**What needs to be done:** Scan the listing for the word "that", and copy out each line where it is found.

**Stored data:**

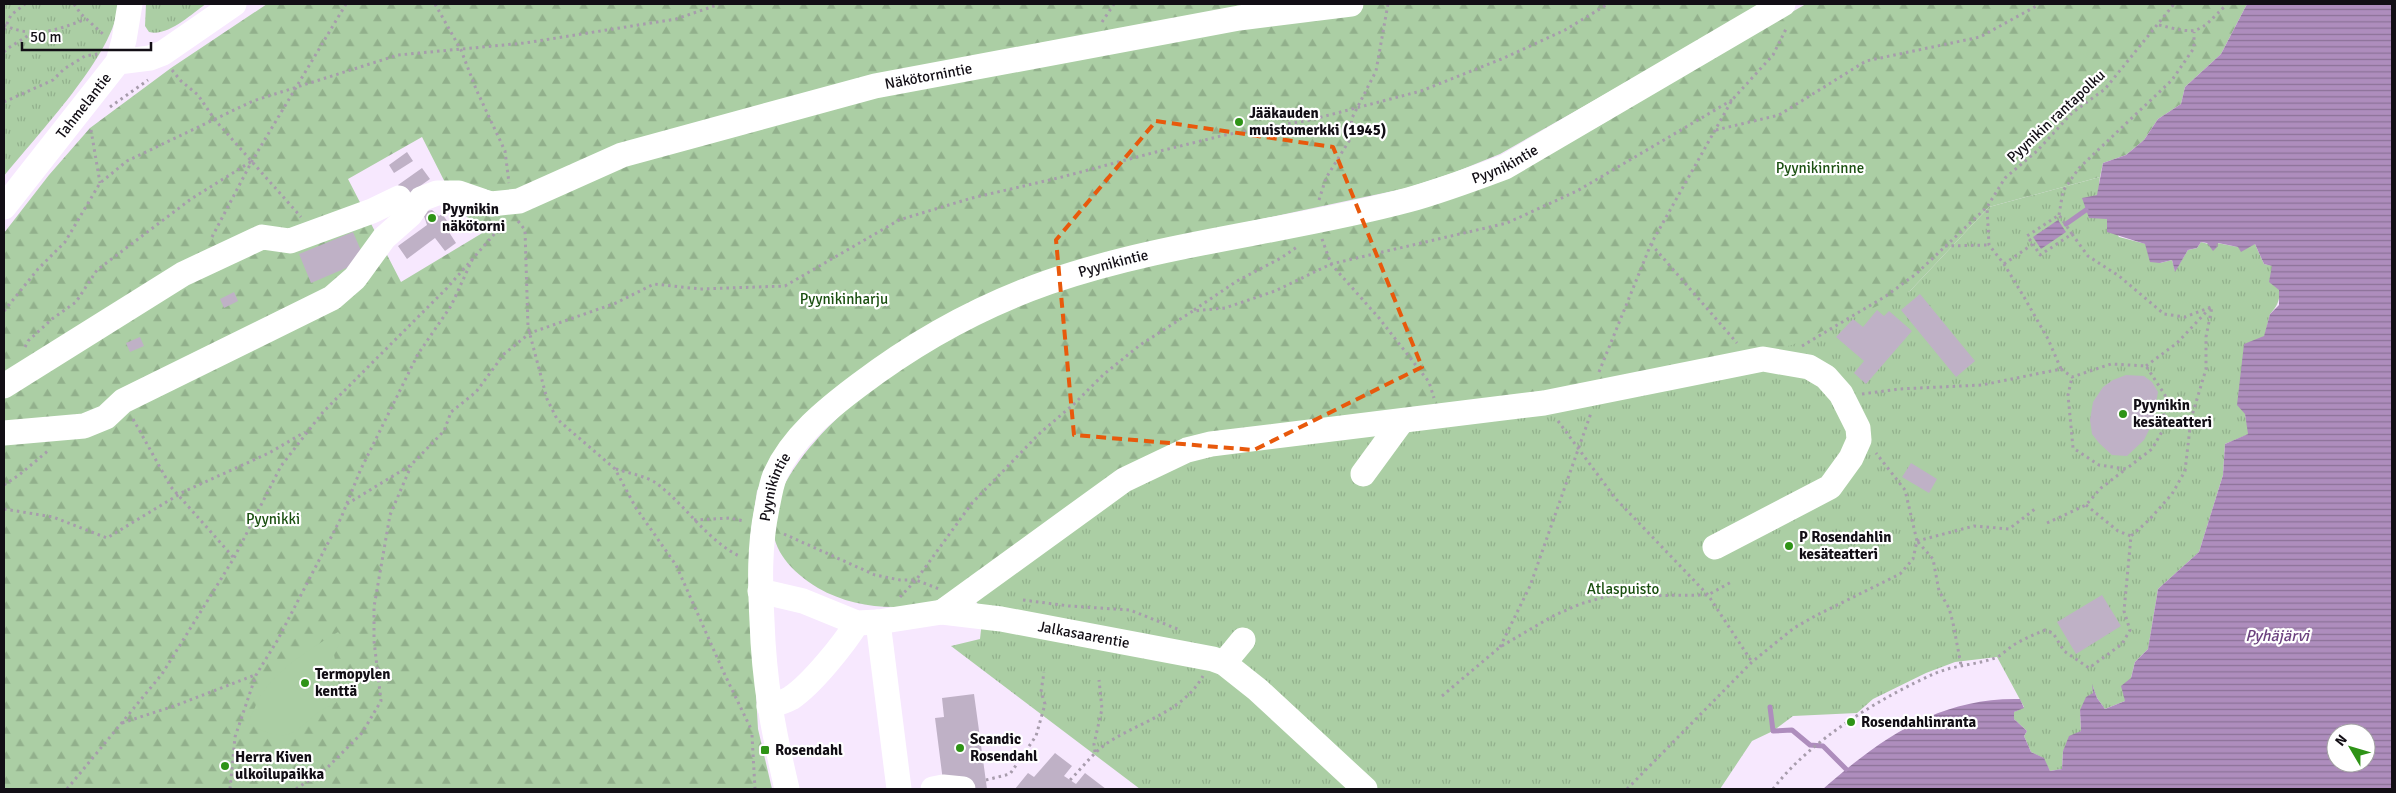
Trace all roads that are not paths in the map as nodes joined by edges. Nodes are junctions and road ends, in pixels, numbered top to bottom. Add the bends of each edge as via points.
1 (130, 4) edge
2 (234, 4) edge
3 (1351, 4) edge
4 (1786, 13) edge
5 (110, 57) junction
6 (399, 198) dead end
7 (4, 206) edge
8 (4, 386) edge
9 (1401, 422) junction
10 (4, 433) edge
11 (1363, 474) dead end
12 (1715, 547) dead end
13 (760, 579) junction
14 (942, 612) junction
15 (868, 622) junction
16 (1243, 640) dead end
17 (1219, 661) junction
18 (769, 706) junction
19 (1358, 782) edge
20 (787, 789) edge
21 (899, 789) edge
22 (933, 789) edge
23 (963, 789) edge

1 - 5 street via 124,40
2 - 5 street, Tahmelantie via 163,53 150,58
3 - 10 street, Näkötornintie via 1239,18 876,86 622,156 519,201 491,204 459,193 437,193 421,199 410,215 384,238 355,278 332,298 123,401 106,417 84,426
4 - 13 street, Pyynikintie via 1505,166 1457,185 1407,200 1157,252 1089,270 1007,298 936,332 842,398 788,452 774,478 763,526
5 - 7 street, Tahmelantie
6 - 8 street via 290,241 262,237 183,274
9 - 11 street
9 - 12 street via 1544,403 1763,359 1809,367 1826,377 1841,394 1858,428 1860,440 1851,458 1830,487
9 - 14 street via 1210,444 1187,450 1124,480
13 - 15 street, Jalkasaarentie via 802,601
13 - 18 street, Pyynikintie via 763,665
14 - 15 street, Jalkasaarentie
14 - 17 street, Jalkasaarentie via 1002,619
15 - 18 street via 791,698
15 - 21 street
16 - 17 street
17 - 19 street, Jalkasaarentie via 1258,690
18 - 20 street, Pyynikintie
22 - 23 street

--

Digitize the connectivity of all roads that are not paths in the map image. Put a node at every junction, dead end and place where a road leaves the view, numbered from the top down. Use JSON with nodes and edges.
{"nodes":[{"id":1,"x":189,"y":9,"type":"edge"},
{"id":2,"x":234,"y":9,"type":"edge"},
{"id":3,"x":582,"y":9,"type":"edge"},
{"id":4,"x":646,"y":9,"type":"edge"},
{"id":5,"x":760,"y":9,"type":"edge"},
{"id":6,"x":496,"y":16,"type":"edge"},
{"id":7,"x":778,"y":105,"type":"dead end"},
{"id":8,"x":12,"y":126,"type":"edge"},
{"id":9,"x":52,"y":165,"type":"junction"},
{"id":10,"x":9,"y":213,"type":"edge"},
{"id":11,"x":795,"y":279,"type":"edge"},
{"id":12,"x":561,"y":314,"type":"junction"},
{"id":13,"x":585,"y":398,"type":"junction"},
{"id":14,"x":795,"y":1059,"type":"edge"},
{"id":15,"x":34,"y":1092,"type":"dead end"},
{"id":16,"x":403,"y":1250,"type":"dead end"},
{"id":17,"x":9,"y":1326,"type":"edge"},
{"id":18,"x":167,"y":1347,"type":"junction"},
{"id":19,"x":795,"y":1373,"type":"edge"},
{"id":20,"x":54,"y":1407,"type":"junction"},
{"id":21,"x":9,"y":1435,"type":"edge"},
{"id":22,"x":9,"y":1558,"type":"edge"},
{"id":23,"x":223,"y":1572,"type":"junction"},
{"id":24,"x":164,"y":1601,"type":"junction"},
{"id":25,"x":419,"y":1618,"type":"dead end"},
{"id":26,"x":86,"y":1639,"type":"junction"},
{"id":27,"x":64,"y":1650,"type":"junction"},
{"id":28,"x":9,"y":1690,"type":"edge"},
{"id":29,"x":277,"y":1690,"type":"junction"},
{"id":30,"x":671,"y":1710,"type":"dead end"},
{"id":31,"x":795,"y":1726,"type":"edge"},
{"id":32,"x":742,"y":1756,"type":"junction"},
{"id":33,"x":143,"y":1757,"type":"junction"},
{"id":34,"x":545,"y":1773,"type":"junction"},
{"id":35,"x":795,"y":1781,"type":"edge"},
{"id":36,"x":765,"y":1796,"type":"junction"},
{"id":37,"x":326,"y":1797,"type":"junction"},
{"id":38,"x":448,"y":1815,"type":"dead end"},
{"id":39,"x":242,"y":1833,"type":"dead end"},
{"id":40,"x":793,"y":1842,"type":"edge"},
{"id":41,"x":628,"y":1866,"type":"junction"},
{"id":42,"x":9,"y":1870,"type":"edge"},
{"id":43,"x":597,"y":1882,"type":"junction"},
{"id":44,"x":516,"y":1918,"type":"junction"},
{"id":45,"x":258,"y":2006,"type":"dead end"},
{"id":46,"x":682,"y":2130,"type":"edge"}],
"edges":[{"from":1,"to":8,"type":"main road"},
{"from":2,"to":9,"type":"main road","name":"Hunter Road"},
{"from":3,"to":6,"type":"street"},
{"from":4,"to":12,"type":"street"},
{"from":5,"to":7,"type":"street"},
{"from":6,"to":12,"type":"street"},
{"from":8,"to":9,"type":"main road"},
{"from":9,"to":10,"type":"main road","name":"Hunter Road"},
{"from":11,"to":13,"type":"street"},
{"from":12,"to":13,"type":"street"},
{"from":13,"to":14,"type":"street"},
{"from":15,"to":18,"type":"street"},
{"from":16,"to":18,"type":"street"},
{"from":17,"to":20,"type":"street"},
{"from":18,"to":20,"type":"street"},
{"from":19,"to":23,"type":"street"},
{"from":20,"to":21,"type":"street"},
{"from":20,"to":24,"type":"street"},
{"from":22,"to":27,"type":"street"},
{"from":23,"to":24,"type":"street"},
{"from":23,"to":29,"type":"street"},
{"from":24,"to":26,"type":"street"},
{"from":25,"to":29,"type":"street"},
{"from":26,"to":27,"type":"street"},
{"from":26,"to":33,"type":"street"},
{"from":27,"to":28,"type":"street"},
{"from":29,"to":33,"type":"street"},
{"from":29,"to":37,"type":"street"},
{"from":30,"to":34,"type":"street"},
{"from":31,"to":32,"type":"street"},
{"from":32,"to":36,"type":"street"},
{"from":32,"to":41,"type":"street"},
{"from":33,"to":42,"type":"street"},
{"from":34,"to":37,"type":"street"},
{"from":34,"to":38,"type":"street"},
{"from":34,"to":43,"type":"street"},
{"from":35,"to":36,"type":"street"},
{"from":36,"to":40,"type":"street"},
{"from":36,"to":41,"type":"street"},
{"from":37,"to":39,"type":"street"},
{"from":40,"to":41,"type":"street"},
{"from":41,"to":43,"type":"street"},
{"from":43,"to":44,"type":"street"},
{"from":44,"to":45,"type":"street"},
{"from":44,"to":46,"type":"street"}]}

**Solution to this exercise:**
Trace all roads that are not paths in the map as nodes joined by edges. Nodes are junctions and road ends, in pixels, numbered top to bottom. Add the bends of each edge as via points.
Digitize the connectivity of all roads that are not paths in the map image. Put a node at every junction, dead end and place where a road leaves the view, numbered from the top down. Use JSON with nodes and edges.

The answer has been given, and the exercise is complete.